There's not been a compelling need to rush into things such as CAR T-cell therapy in that there are other avenues of treatment that might be able to do the job.

However, even with targeted therapies, we're seeing that some patients may prove either intolerant or refractory to these newer agents, such as ibrutinib, or the newer drug, venetoclax, which are quite effective in either having long progression-free survival or in complete responses for many patients.

They don't satisfy the need for all patients, including patients who develop, what we all worry about, Richter's transformation. Clearly, there are patients who are not addressed by these therapies.

As more and more patients are being treated with these therapies and as we see a larger number of patients surviving with therapy, we expect that patients who need something other than what can be provided by the current small molecule inhibitors to require other forms of treatment.

Recently, there's been some very exciting news in terms of how to develop these CAR T-cells in patients with CLL. We're seeing improvements in response rates, notably, in the co-administration of CAR-T-cells with one of these small molecule inhibitors, ibrutinib, has resulted in higher response rates than had been seen in previous trials.

It remains to be seen whether the ibrutinib is clearly required for the increased response. I'm hopeful that we'll be able to have comparative clinical trials which allow us to address this question.

But in the absence of that, clearly, it's important to note that patients with truly intractable disease, who have complex cytogenetics, who have deletion of 17p or p53 mutation or have resistance to ibrutinib or venetoclax therapy can achieve complete remissions without detectable minimal residual disease. And that's really quite as good as it gets.

For those patients fortunate enough to achieve that, we may see a long progression-free survival in the absence of any type of additional therapy. That's really a home run.

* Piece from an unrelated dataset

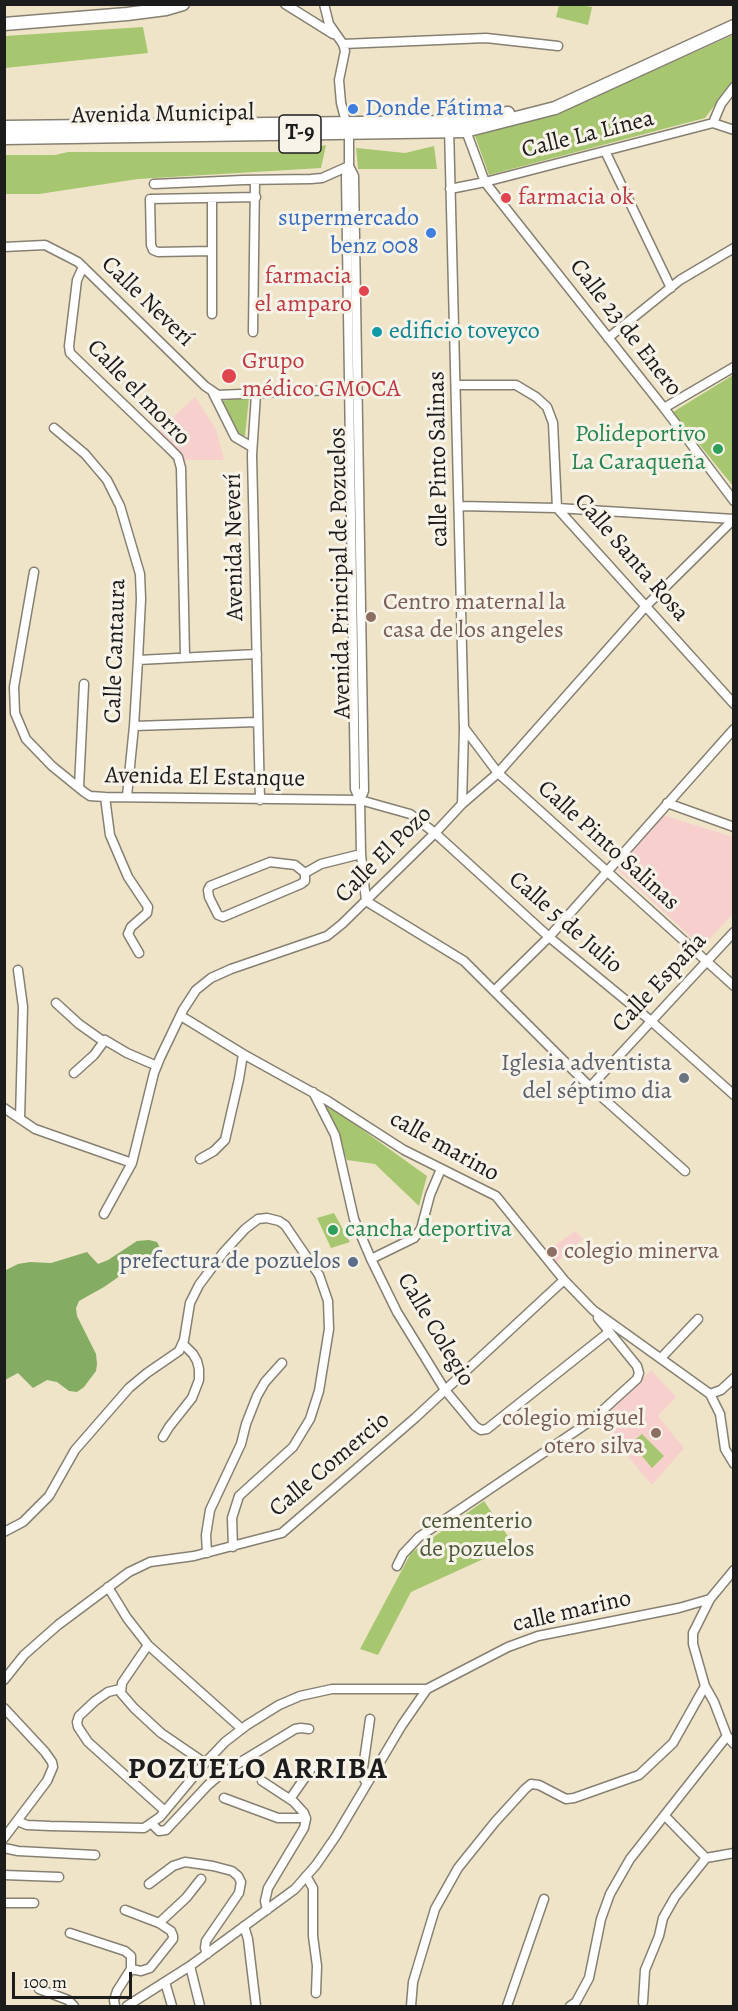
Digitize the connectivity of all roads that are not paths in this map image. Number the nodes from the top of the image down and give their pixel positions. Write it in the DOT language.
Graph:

We're hoping that more and more patients will achieve this. With some of the more recent trials, we're seeing that about half or more of patients who are treated with the CAR T-cell therapy may achieve this.

What we're trying to grapple with now is where does this all fit in. CAR-T-cell therapy, with new small molecule inhibitors that target enzymes such as BTK, or PI3-kinase, or inhibitors of BCL2, clearly, the problem that we have now is the wealth of riches that we have with new therapies that are really challenging how patients can deal with their treatment and improve their overall survival and outlook.

How do we fit CAR-T-cell therapy into the mix? I think it's quite exciting that we have all these opportunities. With time, we'll be able to sort out what would be the most appropriate time and the appropriate patient to receive CAR T-cell therapy.